Work instructions:
All entries are to be transcribed exactly. Pictures are not part of the copy.

Supplied data:
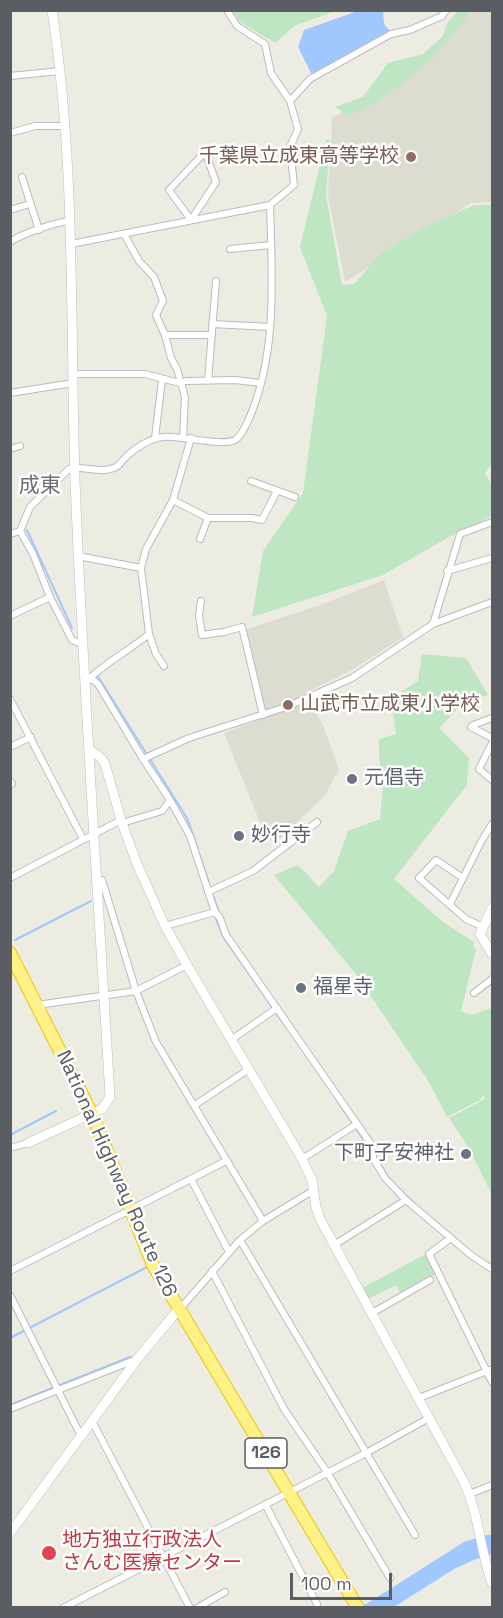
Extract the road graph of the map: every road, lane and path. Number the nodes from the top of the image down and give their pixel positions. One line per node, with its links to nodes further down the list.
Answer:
1 (52, 10): 4 (street)
2 (227, 10): 6 (street)
3 (446, 10): 6 (street)
4 (60, 71): 5 (street); 7 (street)
5 (10, 76)
6 (290, 101): 11 (street)
7 (66, 126): 8 (street); 14 (street)
8 (10, 133)
9 (22, 177): 10 (street)
10 (30, 204): 12 (street); 15 (street)
11 (270, 205): 13 (street); 19 (street)
12 (10, 210)
13 (191, 220): 13 (street); 16 (street)
14 (70, 221): 15 (street); 18 (street)
15 (39, 230): 17 (street)
16 (124, 234): 18 (street); 24 (street)
17 (10, 242)
18 (71, 244): 26 (street)
19 (271, 245): 20 (street); 23 (street)
20 (230, 249)
21 (216, 281): 22 (street)
22 (212, 324): 23 (street); 25 (street)
23 (270, 327): 30 (street)
24 (165, 335): 25 (street); 29 (street)
25 (212, 335): 28 (street)
26 (73, 379): 27 (street); 31 (street); 36 (street)
27 (162, 380): 29 (street); 33 (street)
28 (208, 381): 29 (street); 30 (street)
29 (180, 383): 32 (street)
30 (261, 383): 32 (street)
31 (10, 393)
32 (187, 437): 33 (street); 40 (street)
33 (155, 438): 36 (street)
34 (20, 446): 35 (street)
35 (10, 449)
36 (75, 467): 43 (street); 46 (street)
37 (251, 481): 38 (street)
38 (277, 491): 39 (street); 41 (street)
39 (295, 497)
40 (173, 500): 41 (street); 48 (street)
41 (208, 519): 45 (street)
42 (492, 522): 49 (street)
43 (21, 531): 44 (street); 50 (street)
44 (10, 534)
45 (200, 539)
46 (78, 556): 48 (street); 56 (street)
47 (492, 558): 49 (street)
48 (141, 568): 55 (street)
49 (447, 571): 54 (street)
50 (50, 597): 53 (street); 56 (street)
51 (201, 601): 60 (street)
52 (492, 602): 54 (street)
53 (10, 616)
54 (433, 624): 60 (street)
55 (149, 634): 57 (street); 58 (street)
56 (81, 644): 58 (street)
57 (164, 666)
58 (86, 680): 65 (street); 66 (street)
59 (10, 699): 62 (street)
60 (263, 715): 66 (street)
61 (492, 718): 63 (street)
62 (31, 736): 64 (street); 73 (street)
63 (492, 740): 67 (street)
64 (10, 747)
65 (88, 749): 69 (street); 72 (street)
66 (146, 758): 68 (street)
67 (492, 780)
68 (170, 800): 69 (street); 77 (street)
69 (121, 821): 72 (street); 81 (street)
70 (316, 822): 77 (street)
71 (492, 824): 75 (street)
72 (93, 834): 73 (street); 76 (street)
73 (83, 839): 74 (street)
74 (10, 878)
75 (463, 878): 78 (street); 78 (street)
76 (96, 881): 87 (street); 89 (street)
77 (208, 892): 80 (street)
78 (450, 904): 82 (street)
79 (492, 908): 82 (street)
80 (217, 914): 81 (street); 91 (street)
81 (165, 926): 85 (street)
82 (483, 927): 84 (street)
83 (10, 953): 90 (highway, National Highway Route 126 / 126)
84 (492, 954)
85 (187, 965): 87 (street); 92 (street)
86 (492, 979): 88 (street)
87 (136, 991): 89 (street); 94 (street)
88 (474, 993)
89 (104, 995): 90 (street); 95 (street)
90 (37, 1005): 95 (highway, National Highway Route 126 / 126)
91 (275, 1010): 92 (street); 96 (street)
92 (231, 1040): 93 (street)
93 (249, 1069): 94 (street); 99 (street)
94 (195, 1105): 100 (street)
95 (92, 1114): 97 (street); 104 (highway, National Highway Route 126 / 126)
96 (356, 1126): 99 (street); 103 (street)
97 (28, 1143): 98 (street)
98 (10, 1148)
99 (302, 1159): 102 (street)
100 (226, 1161): 101 (street); 105 (street)
101 (191, 1179): 104 (street); 109 (street)
102 (314, 1190): 105 (street); 108 (street)
103 (406, 1200): 106 (street); 108 (street)
104 (130, 1210): 111 (street); 115 (highway, National Highway Route 126 / 126)
105 (263, 1221): 107 (street)
106 (452, 1238): 110 (street); 118 (street)
107 (240, 1240): 109 (street); 126 (street)
108 (334, 1245): 116 (street)
109 (229, 1252): 112 (street)
110 (492, 1269)
111 (10, 1271)
112 (212, 1271): 115 (street); 127 (street)
113 (430, 1280): 116 (street)
114 (10, 1295): 120 (street)
115 (178, 1310): 117 (street); 129 (highway, National Highway Route 126 / 126)
116 (372, 1313): 121 (street)
117 (138, 1358): 120 (street); 124 (street)
118 (490, 1369): 119 (street); 121 (street)
119 (492, 1382)
120 (59, 1390): 122 (street); 125 (street)
121 (419, 1398): 123 (street)
122 (10, 1409)
123 (429, 1418): 126 (street); 130 (street)
124 (92, 1421): 125 (street); 134 (street)
125 (81, 1436): 132 (street)
126 (368, 1452): 127 (street); 133 (street)
127 (327, 1472): 129 (street); 135 (street)
128 (492, 1485): 130 (street)
129 (289, 1492): 131 (street); 138 (highway, National Highway Route 126 / 126)
130 (470, 1494): 136 (street)
131 (265, 1503): 134 (street); 139 (street)
132 (10, 1533)
133 (416, 1535)
134 (163, 1556): 140 (street); 141 (street)
135 (390, 1578)
136 (492, 1583)
137 (225, 1592): 142 (street)
138 (355, 1602)
139 (316, 1604)
140 (63, 1608)
141 (190, 1608)
142 (197, 1608)

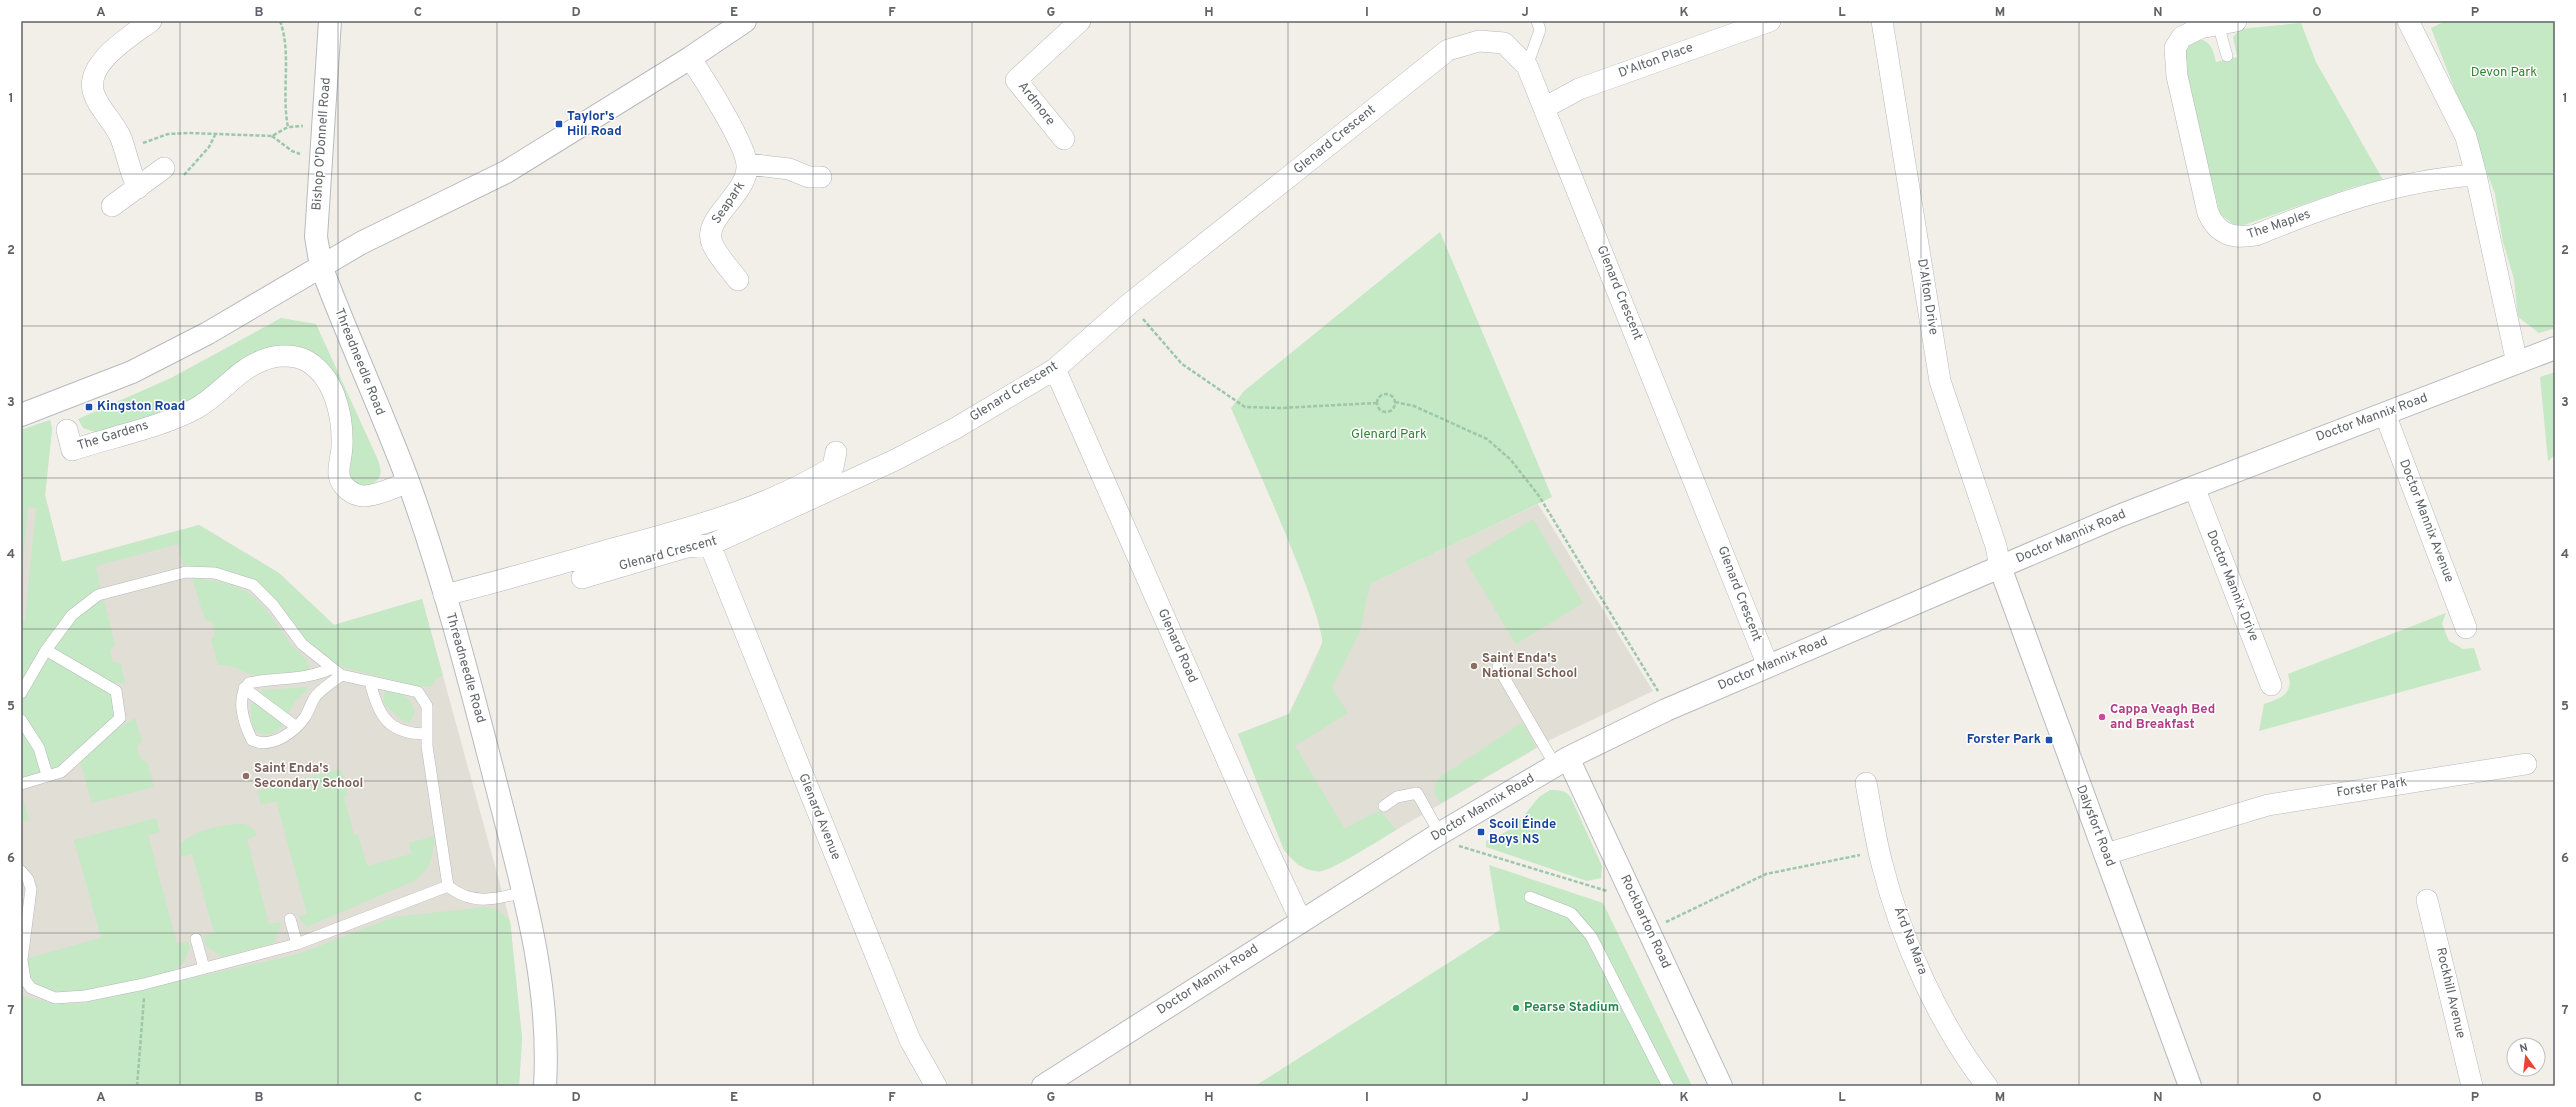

Solution for this problem:
Extract the road graph of the map: every road, lane and path. Number the nodes from the top of the image down and give their pixel positions. One line per node, with its links to nodes further down the list.
Answer:
1 (52, 10): 4 (street)
2 (227, 10): 6 (street)
3 (446, 10): 6 (street)
4 (60, 71): 5 (street); 7 (street)
5 (10, 76)
6 (290, 101): 11 (street)
7 (66, 126): 8 (street); 14 (street)
8 (10, 133)
9 (22, 177): 10 (street)
10 (30, 204): 12 (street); 15 (street)
11 (270, 205): 13 (street); 19 (street)
12 (10, 210)
13 (191, 220): 13 (street); 16 (street)
14 (70, 221): 15 (street); 18 (street)
15 (39, 230): 17 (street)
16 (124, 234): 18 (street); 24 (street)
17 (10, 242)
18 (71, 244): 26 (street)
19 (271, 245): 20 (street); 23 (street)
20 (230, 249)
21 (216, 281): 22 (street)
22 (212, 324): 23 (street); 25 (street)
23 (270, 327): 30 (street)
24 (165, 335): 25 (street); 29 (street)
25 (212, 335): 28 (street)
26 (73, 379): 27 (street); 31 (street); 36 (street)
27 (162, 380): 29 (street); 33 (street)
28 (208, 381): 29 (street); 30 (street)
29 (180, 383): 32 (street)
30 (261, 383): 32 (street)
31 (10, 393)
32 (187, 437): 33 (street); 40 (street)
33 (155, 438): 36 (street)
34 (20, 446): 35 (street)
35 (10, 449)
36 (75, 467): 43 (street); 46 (street)
37 (251, 481): 38 (street)
38 (277, 491): 39 (street); 41 (street)
39 (295, 497)
40 (173, 500): 41 (street); 48 (street)
41 (208, 519): 45 (street)
42 (492, 522): 49 (street)
43 (21, 531): 44 (street); 50 (street)
44 (10, 534)
45 (200, 539)
46 (78, 556): 48 (street); 56 (street)
47 (492, 558): 49 (street)
48 (141, 568): 55 (street)
49 (447, 571): 54 (street)
50 (50, 597): 53 (street); 56 (street)
51 (201, 601): 60 (street)
52 (492, 602): 54 (street)
53 (10, 616)
54 (433, 624): 60 (street)
55 (149, 634): 57 (street); 58 (street)
56 (81, 644): 58 (street)
57 (164, 666)
58 (86, 680): 65 (street); 66 (street)
59 (10, 699): 62 (street)
60 (263, 715): 66 (street)
61 (492, 718): 63 (street)
62 (31, 736): 64 (street); 73 (street)
63 (492, 740): 67 (street)
64 (10, 747)
65 (88, 749): 69 (street); 72 (street)
66 (146, 758): 68 (street)
67 (492, 780)
68 (170, 800): 69 (street); 77 (street)
69 (121, 821): 72 (street); 81 (street)
70 (316, 822): 77 (street)
71 (492, 824): 75 (street)
72 (93, 834): 73 (street); 76 (street)
73 (83, 839): 74 (street)
74 (10, 878)
75 (463, 878): 78 (street); 78 (street)
76 (96, 881): 87 (street); 89 (street)
77 (208, 892): 80 (street)
78 (450, 904): 82 (street)
79 (492, 908): 82 (street)
80 (217, 914): 81 (street); 91 (street)
81 (165, 926): 85 (street)
82 (483, 927): 84 (street)
83 (10, 953): 90 (highway, National Highway Route 126 / 126)
84 (492, 954)
85 (187, 965): 87 (street); 92 (street)
86 (492, 979): 88 (street)
87 (136, 991): 89 (street); 94 (street)
88 (474, 993)
89 (104, 995): 90 (street); 95 (street)
90 (37, 1005): 95 (highway, National Highway Route 126 / 126)
91 (275, 1010): 92 (street); 96 (street)
92 (231, 1040): 93 (street)
93 (249, 1069): 94 (street); 99 (street)
94 (195, 1105): 100 (street)
95 (92, 1114): 97 (street); 104 (highway, National Highway Route 126 / 126)
96 (356, 1126): 99 (street); 103 (street)
97 (28, 1143): 98 (street)
98 (10, 1148)
99 (302, 1159): 102 (street)
100 (226, 1161): 101 (street); 105 (street)
101 (191, 1179): 104 (street); 109 (street)
102 (314, 1190): 105 (street); 108 (street)
103 (406, 1200): 106 (street); 108 (street)
104 (130, 1210): 111 (street); 115 (highway, National Highway Route 126 / 126)
105 (263, 1221): 107 (street)
106 (452, 1238): 110 (street); 118 (street)
107 (240, 1240): 109 (street); 126 (street)
108 (334, 1245): 116 (street)
109 (229, 1252): 112 (street)
110 (492, 1269)
111 (10, 1271)
112 (212, 1271): 115 (street); 127 (street)
113 (430, 1280): 116 (street)
114 (10, 1295): 120 (street)
115 (178, 1310): 117 (street); 129 (highway, National Highway Route 126 / 126)
116 (372, 1313): 121 (street)
117 (138, 1358): 120 (street); 124 (street)
118 (490, 1369): 119 (street); 121 (street)
119 (492, 1382)
120 (59, 1390): 122 (street); 125 (street)
121 (419, 1398): 123 (street)
122 (10, 1409)
123 (429, 1418): 126 (street); 130 (street)
124 (92, 1421): 125 (street); 134 (street)
125 (81, 1436): 132 (street)
126 (368, 1452): 127 (street); 133 (street)
127 (327, 1472): 129 (street); 135 (street)
128 (492, 1485): 130 (street)
129 (289, 1492): 131 (street); 138 (highway, National Highway Route 126 / 126)
130 (470, 1494): 136 (street)
131 (265, 1503): 134 (street); 139 (street)
132 (10, 1533)
133 (416, 1535)
134 (163, 1556): 140 (street); 141 (street)
135 (390, 1578)
136 (492, 1583)
137 (225, 1592): 142 (street)
138 (355, 1602)
139 (316, 1604)
140 (63, 1608)
141 (190, 1608)
142 (197, 1608)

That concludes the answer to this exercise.